Today is my daughter's birthday. She is ten. My head is swirling with this number. Ten years. I can't for the life of me understand where she comes from. She is doll house and fishnet stockings at the same time. She is nail polish and stuffed animals. She is still sniffing her blankets and wearing her extra high All Stars. She is instant gratification and Wizard of Oz. She is the lead in the school play and holed up in her room with her i-pod on. She is sweet and rude. Tender and mean. She is generous and selfish. She is emotional. It's a swirled up mess. It's my mind's eye.

Tonight after rushing everyone off to bed, too late, I stepped outside to load the green monster. It's cold tonight. I like when it's cold. We've had nothing come from the sky but rain. No snow. And I'm tired of the browns. I either want it white or green. So I look up. I look up. And the stars- they're bright. It's clear. I can see every single one, separate from the next. They do not merge. They do not run together. They do not swirl. And so I stay. Because at least out there- there is sense. And it's not a greasy mess.



Thursday, February 2, 2012

I wonder if she'll remember...


This young lady turned ten last Sunday.




And because her mother and I are crazy we decided to celebrate the last ten years of their tiny lives by taking our daughters to the BIG Apple for the weekend. Here we've just arrived at JFK.




I wonder if Claire will remember this moment.




Or if she recalls that the hair dresser doing Rebecca's hair couldn't quite complete the "do" she requested because Claire had been brushing Rebecca's hair all wrong and now SHE HAS NONE!




I wonder if she'll remember the hissy fit she threw when I said I wasn't going to pay for a new wig quite yet. When she's ready to box that shit up for her daughter, yea, then I'll pay the 50 bones.




I wonder if she'll remember that Medora told her the smoke coming from the sewer was the devil mixing a toxic concoction.

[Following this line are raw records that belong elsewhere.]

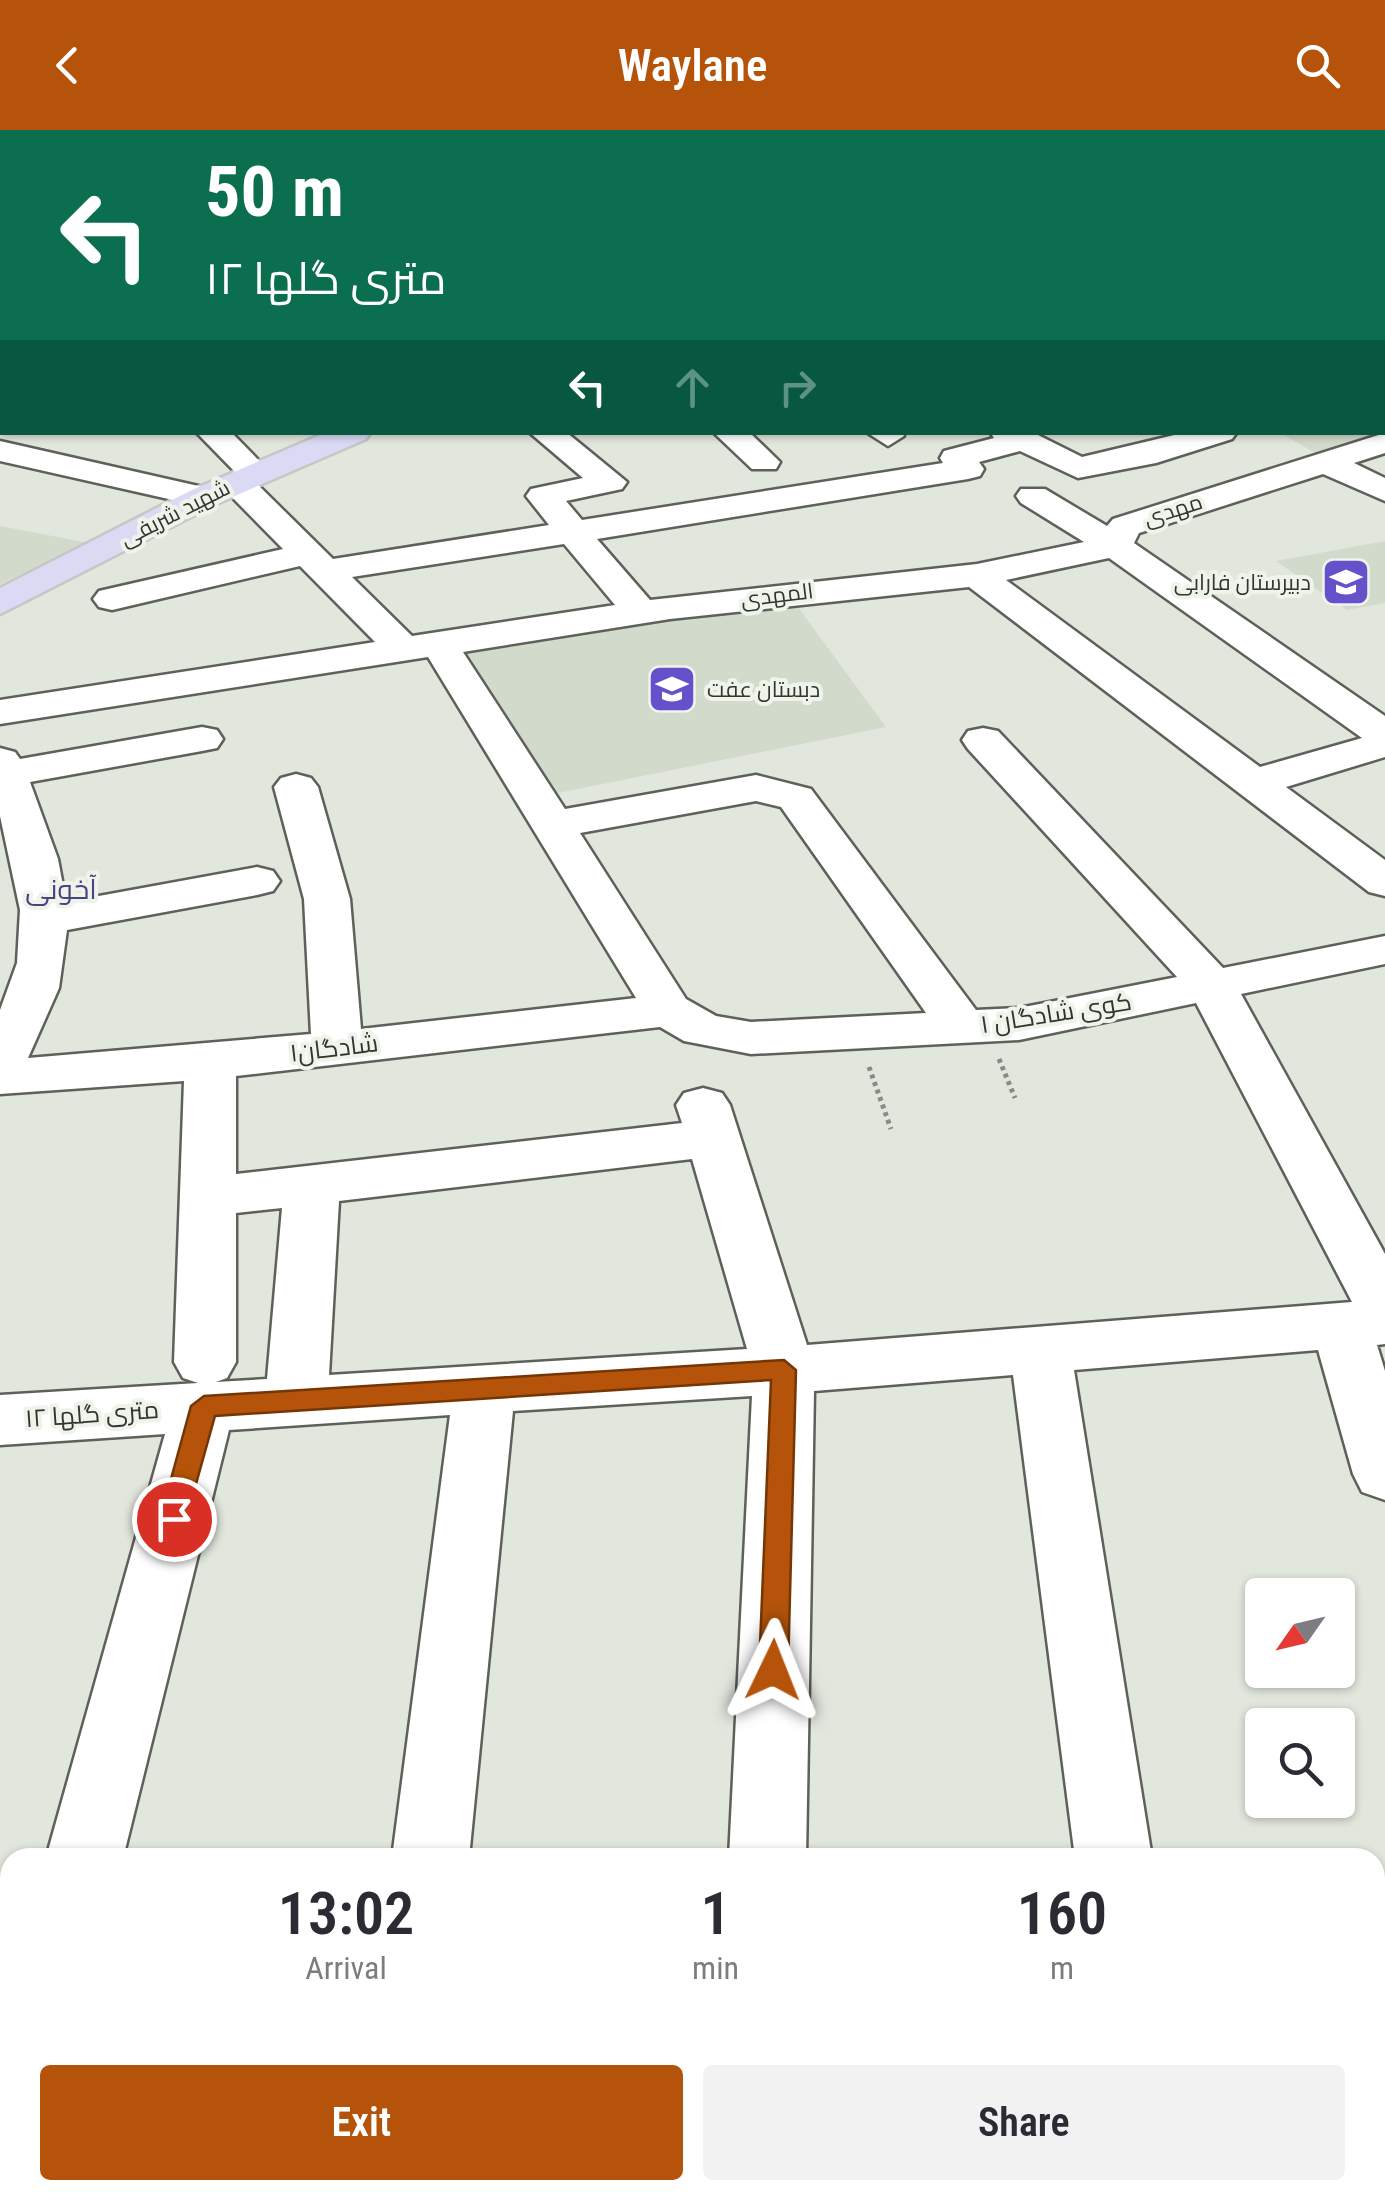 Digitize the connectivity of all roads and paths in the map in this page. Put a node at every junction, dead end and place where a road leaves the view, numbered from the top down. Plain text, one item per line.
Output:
1 (40, 435) edge
2 (213, 435) edge
3 (348, 435) edge
4 (549, 435) edge
5 (732, 435) edge
6 (1207, 435) edge
7 (1014, 437) edge
8 (1385, 443) edge
9 (8, 453) edge
10 (1299, 460) junction
11 (764, 462) dead end
12 (232, 485) junction
13 (1385, 491) edge
14 (1032, 496) dead end
15 (571, 530) junction
16 (1115, 546) junction
17 (317, 562) junction
18 (977, 575) junction
19 (112, 599) dead end
20 (0, 603) edge
21 (640, 612) junction
22 (420, 644) junction
23 (0, 712) edge
24 (1385, 735) edge
25 (202, 738) dead end
26 (983, 740) dead end
27 (1385, 744) edge
28 (4, 776) edge
29 (1253, 783) junction
30 (296, 787) dead end
31 (552, 825) junction
32 (18, 860) edge
33 (257, 881) dead end
34 (1385, 882) edge
35 (1385, 950) edge
36 (27, 952) edge
37 (1211, 984) junction
38 (668, 1010) junction
39 (962, 1027) junction
40 (857, 1033) junction
41 (337, 1048) junction
42 (210, 1062) junction
43 (0, 1063) edge
44 (0, 1077) edge
45 (891, 1130) dead end
46 (312, 1185) junction
47 (208, 1197) junction
48 (1370, 1319) edge
49 (1040, 1348) junction
50 (784, 1370) junction
51 (205, 1384) junction
52 (485, 1386) junction
53 (296, 1400) junction
54 (0, 1420) edge
55 (1385, 1474) edge
56 (87, 1848) edge
57 (431, 1848) edge
58 (767, 1848) edge
59 (1113, 1848) edge

1 - 9 street
2 - 12 street
3 - 12 main road, شهید شریفی
4 - 15 street
5 - 11 street
6 - 7 street
7 - 15 street
8 - 10 street, مهدی
9 - 12 street
10 - 13 street
10 - 16 street, مهدی
12 - 17 street
12 - 20 main road, شهید شریفی
14 - 16 street
15 - 17 street
15 - 21 street
16 - 18 street, المهدی
16 - 24 street, مهدی
17 - 19 street
17 - 22 street
18 - 21 street, المهدی
18 - 29 street
21 - 22 street, المهدی
22 - 23 street, المهدی
22 - 31 street
25 - 28 street
26 - 37 street
27 - 29 street
28 - 32 street
29 - 34 street
30 - 41 street
31 - 38 street
31 - 39 street
32 - 36 street
33 - 36 street
35 - 37 street, کوی شادگان ۱
36 - 43 street
37 - 39 street, کوی شادگان ۱
37 - 48 street
38 - 40 street, کوی شادگان ۱
38 - 41 street, شادگان۱
39 - 40 street, کوی شادگان ۱
40 - 45 path
41 - 42 street, شادگان۱
42 - 44 street, شادگان۱
42 - 47 street
46 - 47 street
46 - 50 street
46 - 53 street
47 - 51 street
48 - 49 street, ۱۲ متری گلها
48 - 55 street
49 - 50 street, ۱۲ متری گلها
49 - 59 street
50 - 52 street, ۱۲ متری گلها
50 - 58 street
51 - 53 street, ۱۲ متری گلها
51 - 54 street, ۱۲ متری گلها
51 - 56 street
52 - 53 street, ۱۲ متری گلها
52 - 57 street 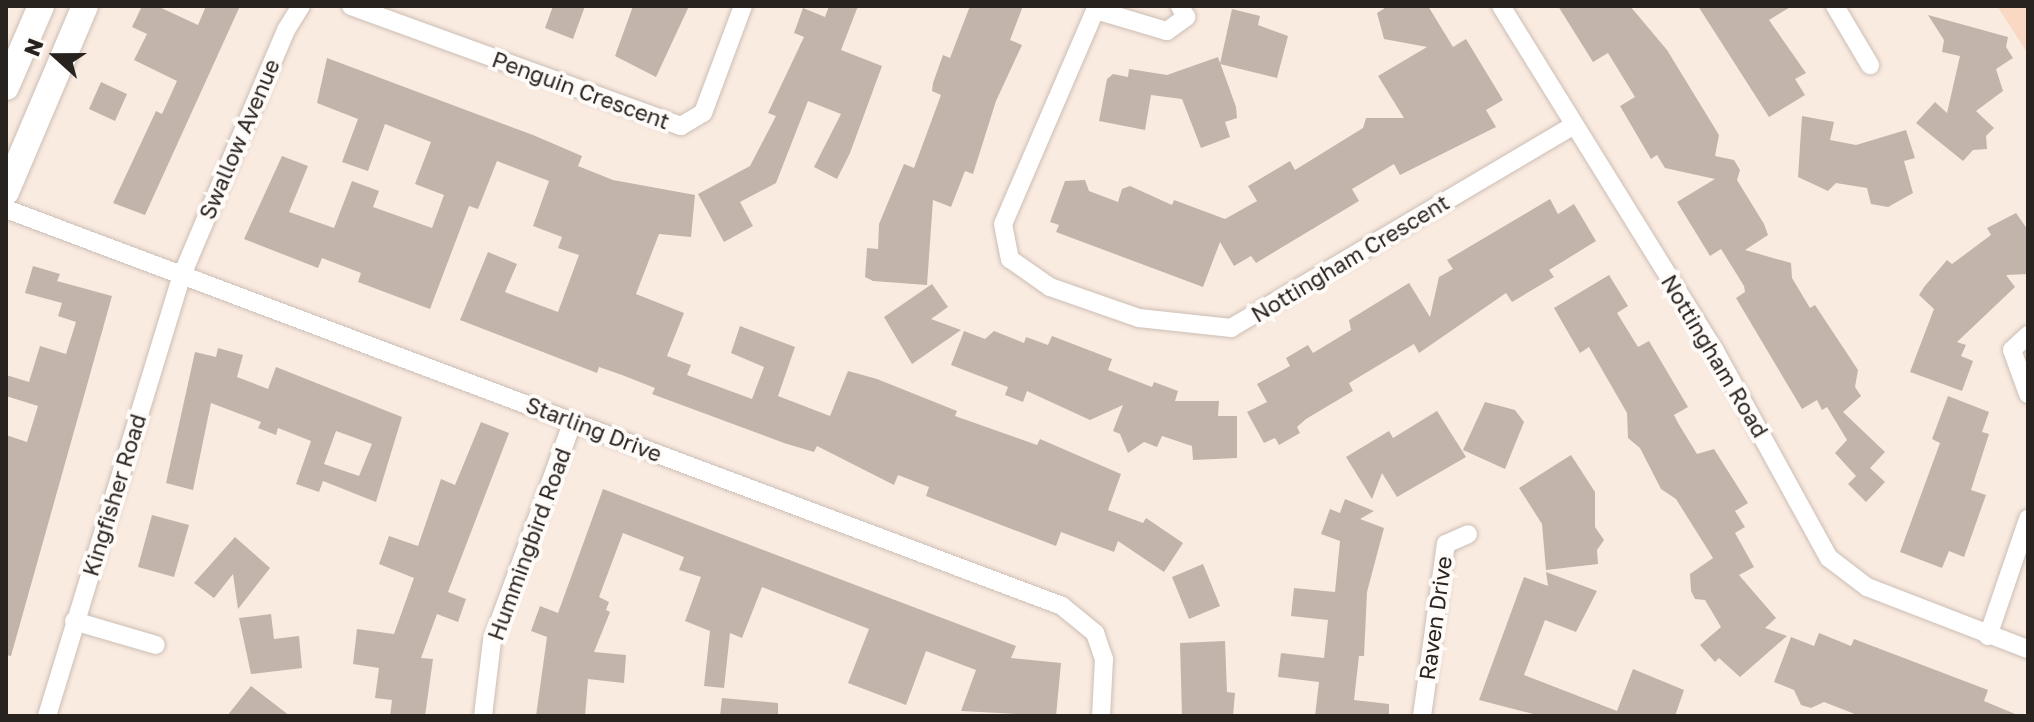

Or if she'll remember waking up laughing on our first morning in the city. The fire trucks were right outside our window. Or so it sounded like.





I wonder if she'll remember all the cute dogs being carried in baby slings.




Or how many Shirley Temples she drank? Her pee was red.




I wonder if she'll be able to remember the silence at ground zero, even though there were thousands of people there and still lots of construction.





Or if they'll remember getting their nails done by women who made fun of us in the Chinese they knew we didn't understand.




Will she remember the fat pigeons?




Or all the bubble gum on the sidewalks?




Will she remember the smell of roasting nuts?




Or worse, the giant fish at the fish markets?




Will she think she spent the whole time looking up?







And how they walked down the street with a little more swagger after this happened at the Bobby Brown make-up station in Macy's?




Will she remember these lights which gave the illusion it was day time?





Or this amazing show?




Will she remember refusing to stand next to any street actor?




But yet she gave a dollar to the man playing his saxophone under the ground?




Will they recall loving the tamarins at the zoo?




Or not being overly impressed with Central Park?



Will they remember being excited to see the huge boats going up and down this river- the one right outside Mud's step-mother's apartment?




I wonder if she'll remember that it was this trip that made her claim the city as part of her?
And that is was upon her return that she started researching acting schools in the city?